One evening, there was an unfamiliar knock on the door. The owner asked, “Who is it?”
The answer came, “Police, open up!” It was NKVD agents. They asked for Father and produced a warrant for his arrest.
The officer in charge of the arrest and the search looked around the modest furnishings of the room: an old wooden bed, a table, a large wooden chest which served as a wardrobe, and a divan, which at night was my bed. Surprise and disillusionment came over the officer’s face. Turning, to my father, he said, “Peter Yakovlevich, I expected to see the luxurious flat of an American missionary, but here”—the inspector’s hand described a semicircle in the air, and the surprise on his face changed to a sneer—“is poverty!”
The search was carried out. They took a Bible, a Gospel, personal letters, and photographs. Father had a bag of dried crusts ready and waiting. He put on warm clothing, said our last prayer together in the presence of the inspector, and Father was taken away . . .
We could hear the car, which had stood slightly to one side of the house, hooting as it moved off. I ran out into the yard behind the shed and wept. Terrible grief pierced my heart. I heard my mother calling me loudly, searching. “Mother, I don’t want to live any longer!” My mother, weeping, led me away and soothed me.
After Father’s arrest, the owner of the house refused to let us stay in the room. We faced the problem of lodging—long searches. Many believers refused us living quarters—they were afraid. At last, a believer, Alexandra Semirech, took us in. She was a simple, sincere sister. She had two teenage sons and a husband who was an unbeliever, an inveterate drunkard, and a terrible brawler. They lived not far from the Cossack bazaar along Pushkin Street. They owned one third of the house. Of their two rooms, Alexandra Ivanovna and her family took the larger, and the smaller they gave up to us. The owner of the house was almost always drunk. Sometimes during the night, a brawl would start up. Then mother and I would get out through the window and flee to neighbors.
Several more brothers were arrested together with my father. Among them was Father’s friend Anton Pavlovich Martynenko, Butevich, the pastor of an Evangelical Christian community, and others. V.P., the former executive of the Far East Union of Christians-Baptists, was also arrested.

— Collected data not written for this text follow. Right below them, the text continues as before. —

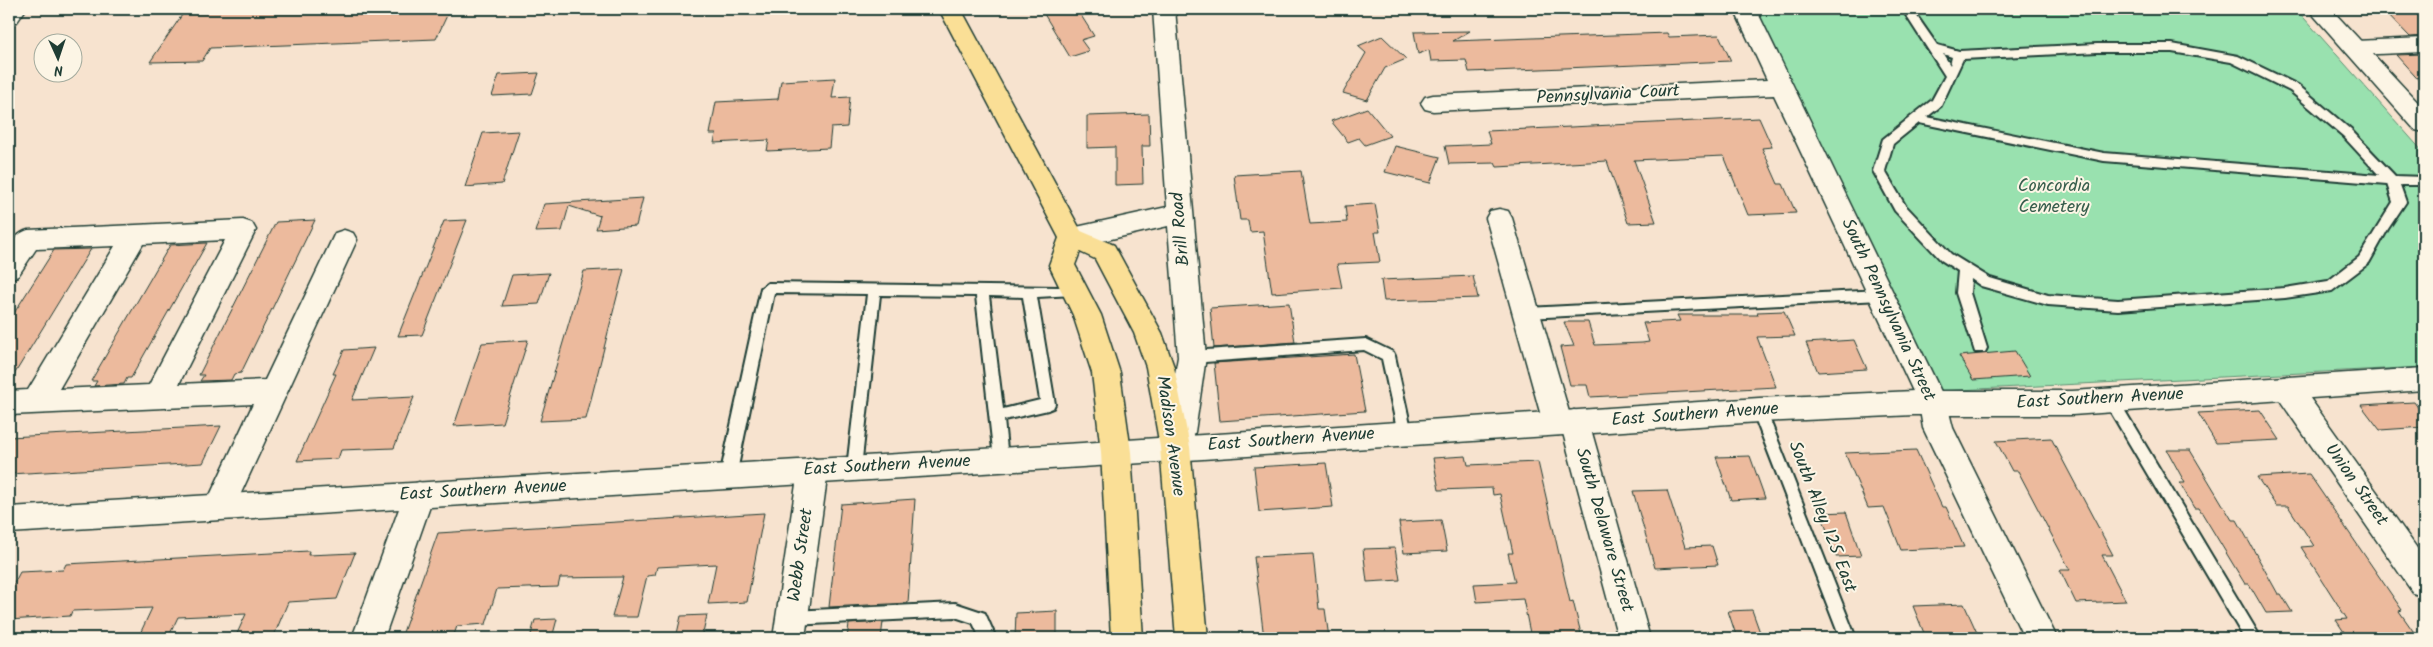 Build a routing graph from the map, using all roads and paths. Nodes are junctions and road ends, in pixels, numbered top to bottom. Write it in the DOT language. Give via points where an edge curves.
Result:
graph roads {
  1 [pos="15,9"];
  2 [pos="950,9"];
  3 [pos="1164,9"];
  4 [pos="1745,9"];
  5 [pos="1907,9"];
  6 [pos="2319,9"];
  7 [pos="9,17"];
  8 [pos="2424,45"];
  9 [pos="1933,48"];
  10 [pos="2355,48"];
  11 [pos="1959,55"];
  12 [pos="1951,76"];
  13 [pos="1783,87"];
  14 [pos="1433,103"];
  15 [pos="1918,119"];
  16 [pos="2424,124"];
  17 [pos="2392,180"];
  18 [pos="2424,181"];
  19 [pos="1179,214"];
  20 [pos="1499,218"];
  21 [pos="135,235"];
  22 [pos="1072,238"];
  23 [pos="344,240"];
  24 [pos="9,269"];
  25 [pos="1965,269"];
  26 [pos="874,290"];
  27 [pos="1074,290"];
  28 [pos="982,291"];
  29 [pos="1029,292"];
  30 [pos="1881,295"];
  31 [pos="1527,314"];
  32 [pos="1980,348"];
  33 [pos="1192,357"];
  34 [pos="2424,379"];
  35 [pos="2287,388"];
  36 [pos="274,391"];
  37 [pos="158,396"];
  38 [pos="2111,400"];
  39 [pos="38,401"];
  40 [pos="9,403"];
  41 [pos="1933,404"];
  42 [pos="1759,410"];
  43 [pos="997,416"];
  44 [pos="1566,423"];
  45 [pos="1405,433"];
  46 [pos="1175,447"];
  47 [pos="1116,452"];
  48 [pos="1001,460"];
  49 [pos="854,468"];
  50 [pos="813,471"];
  51 [pos="728,476"];
  52 [pos="419,495"];
  53 [pos="220,506"];
  54 [pos="9,521"];
  55 [pos="2424,583"];
  56 [pos="790,628"];
  57 [pos="368,638"];
  58 [pos="988,638"];
  59 [pos="1127,638"];
  60 [pos="1192,638"];
  61 [pos="1634,638"];
  62 [pos="1848,638"];
  63 [pos="2041,638"];
  64 [pos="2253,638"];
  1 -- 7 [label="street"];
  2 -- 22 [label="main road"];
  3 -- 19 [label="street, Brill Road"];
  4 -- 13 [label="street, South Pennsylvania Street"];
  5 -- 9 [label="lane"];
  6 -- 10 [label="street"];
  8 -- 10 [label="street"];
  9 -- 11 [label="lane"];
  9 -- 12 [label="lane"];
  10 -- 16 [label="street"];
  11 -- 12 [label="lane"];
  11 -- 17 [label="lane" via="2172,48 2234,59 2294,88 2346,133"];
  12 -- 15 [label="lane" via="1937,103"];
  13 -- 14 [label="street, Pennsylvania Court"];
  13 -- 30 [label="street, South Pennsylvania Street"];
  15 -- 17 [label="lane" via="2104,156"];
  15 -- 25 [label="lane" via="1887,142 1879,171 1900,208 1946,257"];
  17 -- 18 [label="lane"];
  17 -- 25 [label="lane" via="2400,202 2364,260 2332,286 2118,305 2048,300 1986,282"];
  19 -- 22 [label="street"];
  19 -- 33 [label="street, Brill Road"];
  20 -- 31 [label="street, South Delaware Street"];
  21 -- 24 [label="street" via="28,240"];
  21 -- 37 [label="street" via="243,230"];
  21 -- 39 [label="street"];
  22 -- 27 [label="main road" via="1062,266"];
  22 -- 46 [label="main road, Madison Avenue" via="1106,252 1133,301 1160,367"];
  23 -- 36 [label="street"];
  25 -- 32 [label="lane" via="1963,293"];
  26 -- 28 [label="lane"];
  26 -- 49 [label="lane"];
  26 -- 51 [label="lane" via="768,288"];
  27 -- 29 [label="lane"];
  27 -- 47 [label="main road" via="1087,315 1106,373"];
  28 -- 29 [label="lane"];
  28 -- 43 [label="lane"];
  29 -- 43 [label="lane" via="1048,404"];
  30 -- 31 [label="lane"];
  30 -- 41 [label="street, South Pennsylvania Street"];
  31 -- 44 [label="street, South Delaware Street"];
  33 -- 45 [label="lane" via="1366,344 1388,356"];
  33 -- 46 [label="street, Brill Road"];
  34 -- 35 [label="street, East Southern Avenue"];
  35 -- 38 [label="street, East Southern Avenue"];
  35 -- 55 [label="street, Union Street"];
  36 -- 37 [label="street"];
  36 -- 53 [label="street"];
  37 -- 39 [label="street"];
  38 -- 41 [label="street, East Southern Avenue"];
  38 -- 64 [label="lane"];
  39 -- 40 [label="street"];
  41 -- 42 [label="street, East Southern Avenue"];
  41 -- 63 [label="street, South Pennsylvania Street" via="1938,428"];
  42 -- 44 [label="street, East Southern Avenue"];
  42 -- 62 [label="lane, South Alley 125 East"];
  43 -- 48 [label="lane"];
  44 -- 45 [label="street, East Southern Avenue"];
  44 -- 61 [label="street, South Delaware Street"];
  45 -- 46 [label="street, East Southern Avenue"];
  46 -- 47 [label="street, East Southern Avenue"];
  46 -- 60 [label="main road, Madison Avenue"];
  47 -- 48 [label="street, East Southern Avenue"];
  47 -- 59 [label="main road"];
  48 -- 49 [label="street, East Southern Avenue"];
  49 -- 50 [label="street, East Southern Avenue"];
  50 -- 51 [label="street, East Southern Avenue"];
  50 -- 56 [label="street, Webb Street"];
  51 -- 52 [label="street, East Southern Avenue"];
  52 -- 53 [label="street, East Southern Avenue"];
  52 -- 57 [label="street"];
  53 -- 54 [label="street, East Southern Avenue"];
  56 -- 58 [label="lane" via="955,610 979,618"];
} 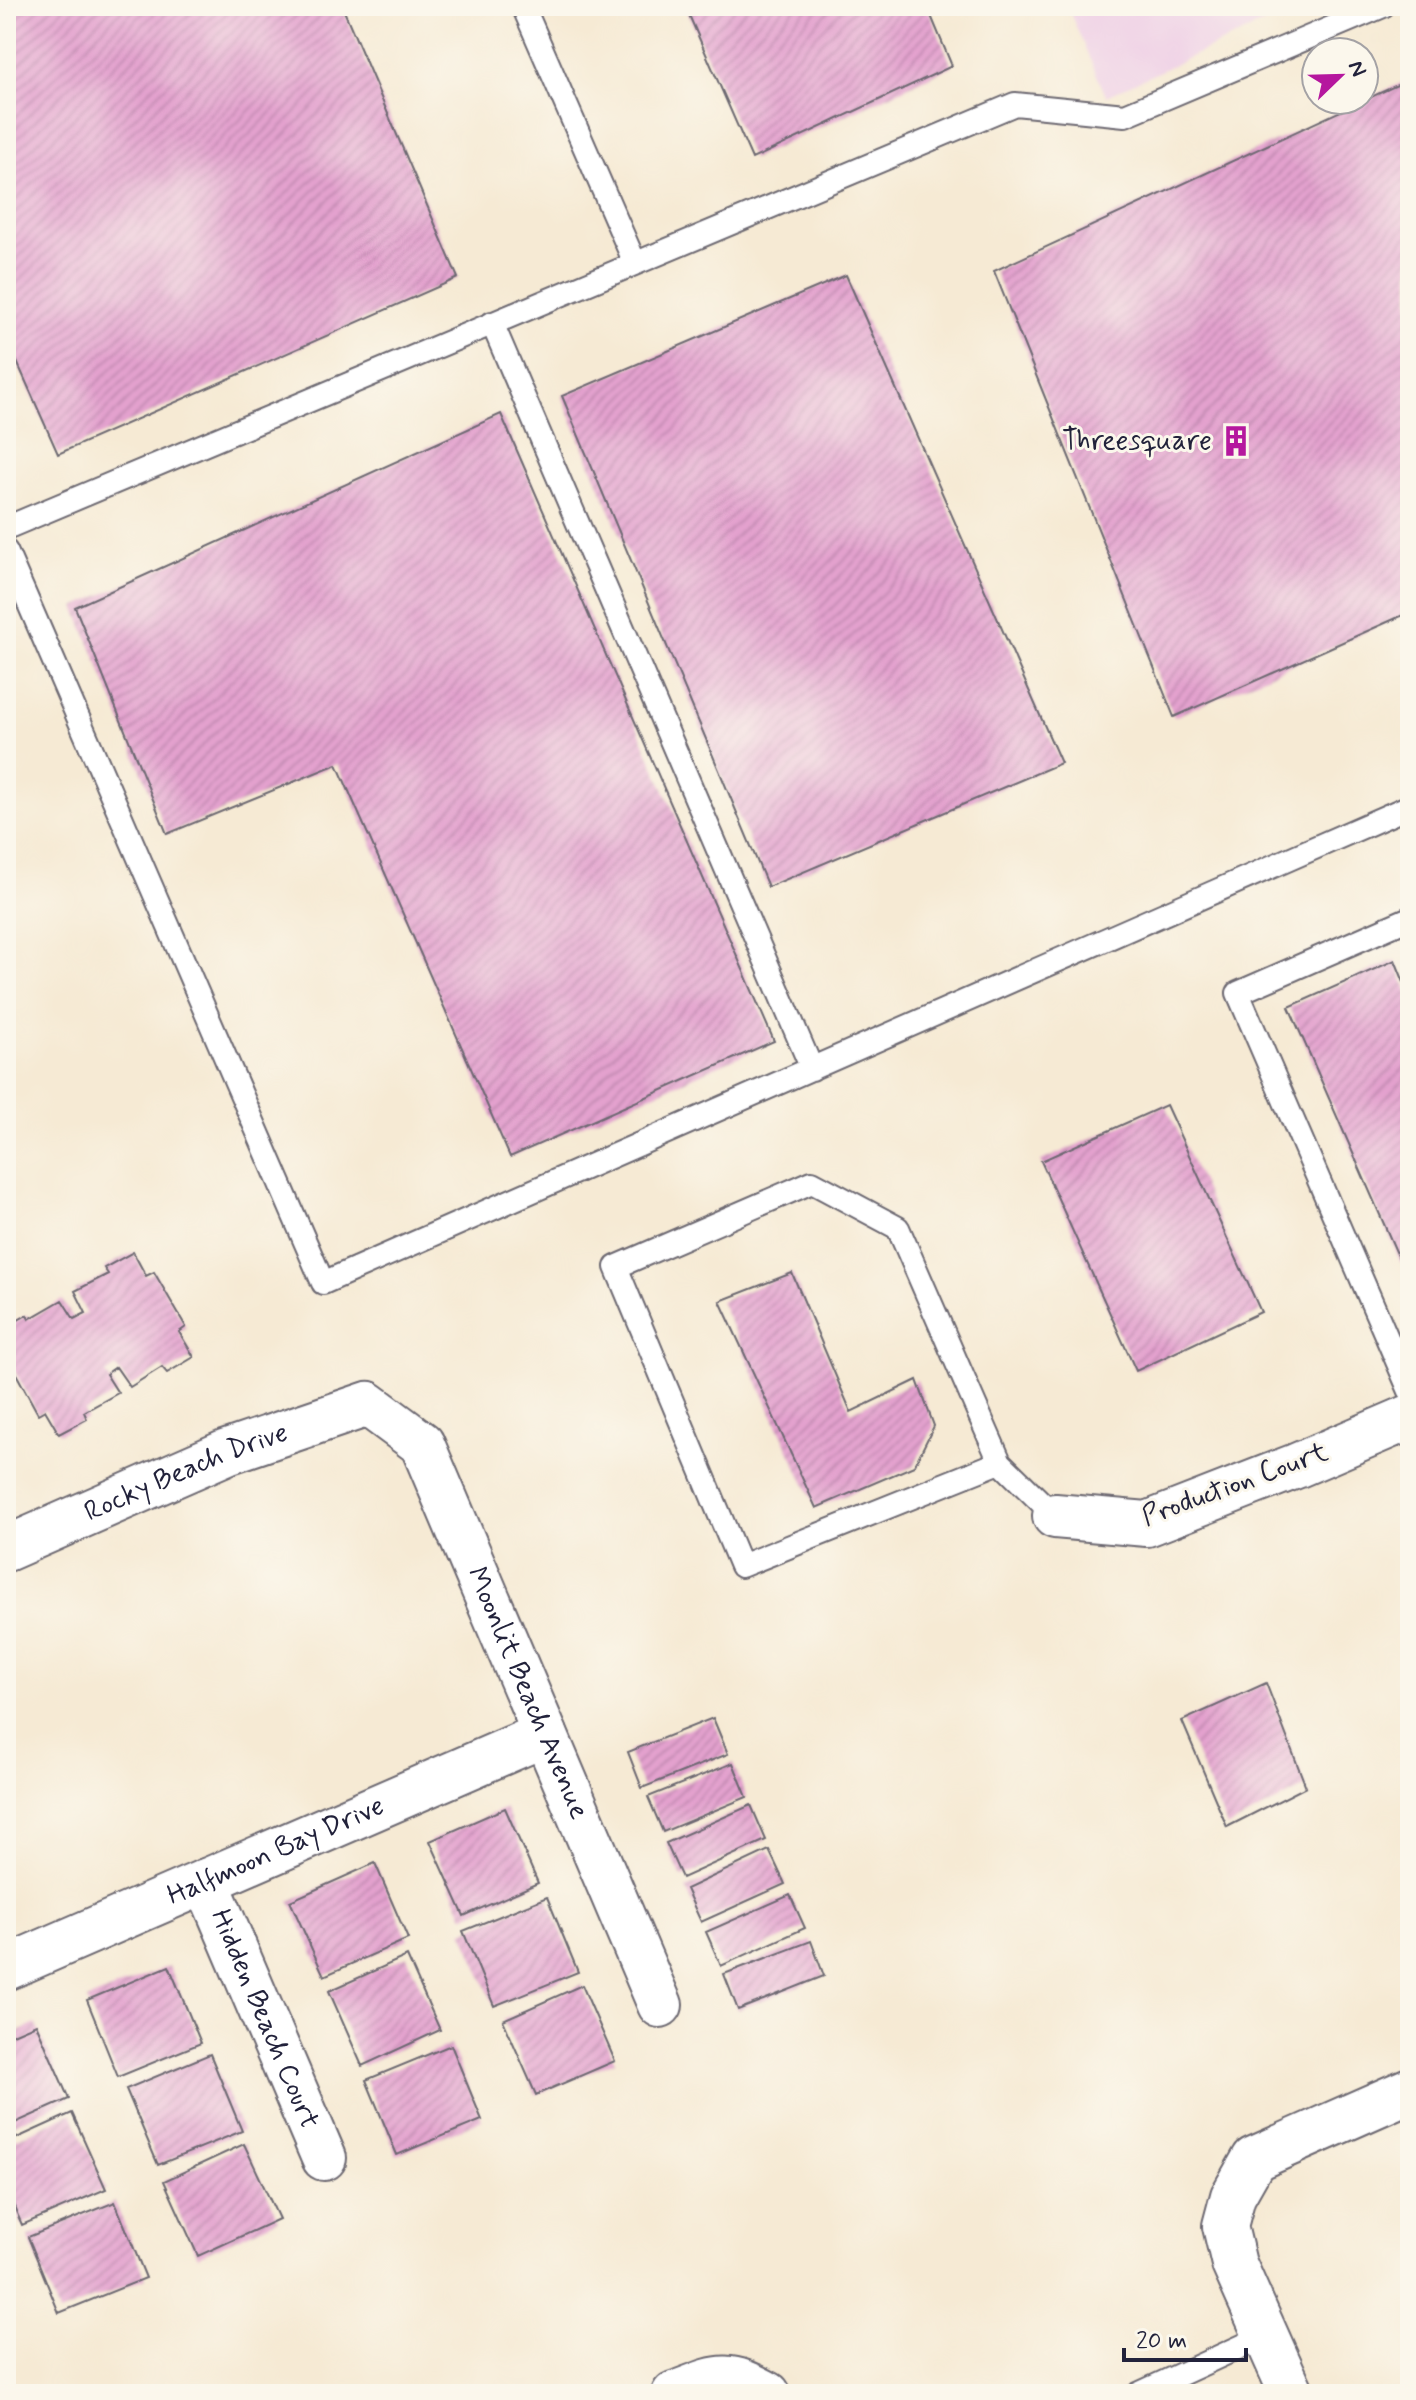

On Sundays, we took a parcel to prison for Father. In those days, Omsk prison was a long way out of town. However, in the ’30s, the town grew considerably and surrounded the great four-storied bulk of the prison on all sides.
There was a long queue to the window where parcels were handed in. Everyone was bringing something to a loved one. Anxiously, they asked if he was alive, when he would be released, when the trial would be, and many other things. The answers were general and formal. But if they took the parcel, it meant he was alive and still there.
Not many people cried. Their tears had already been wept out and grief had hidden itself in the depths of sunken eyes. Some did cry—the “novices.”
Last Days of Freedom
After his release, Father began trying to find work. But everywhere he was turned down. Other brothers were in the same position. Then they formed a carpenters’ team of fifteen men (all believers), and the whole team was contracted to a building office for work. Our family’s material position improved slightly.
By that time, meetings in Omsk had been forbidden. The small prayer house behind the station was closed. But there were about a thousand believers in Omsk. Some of them began to leave. Some, frightened, stayed at home and grew spiritually cold.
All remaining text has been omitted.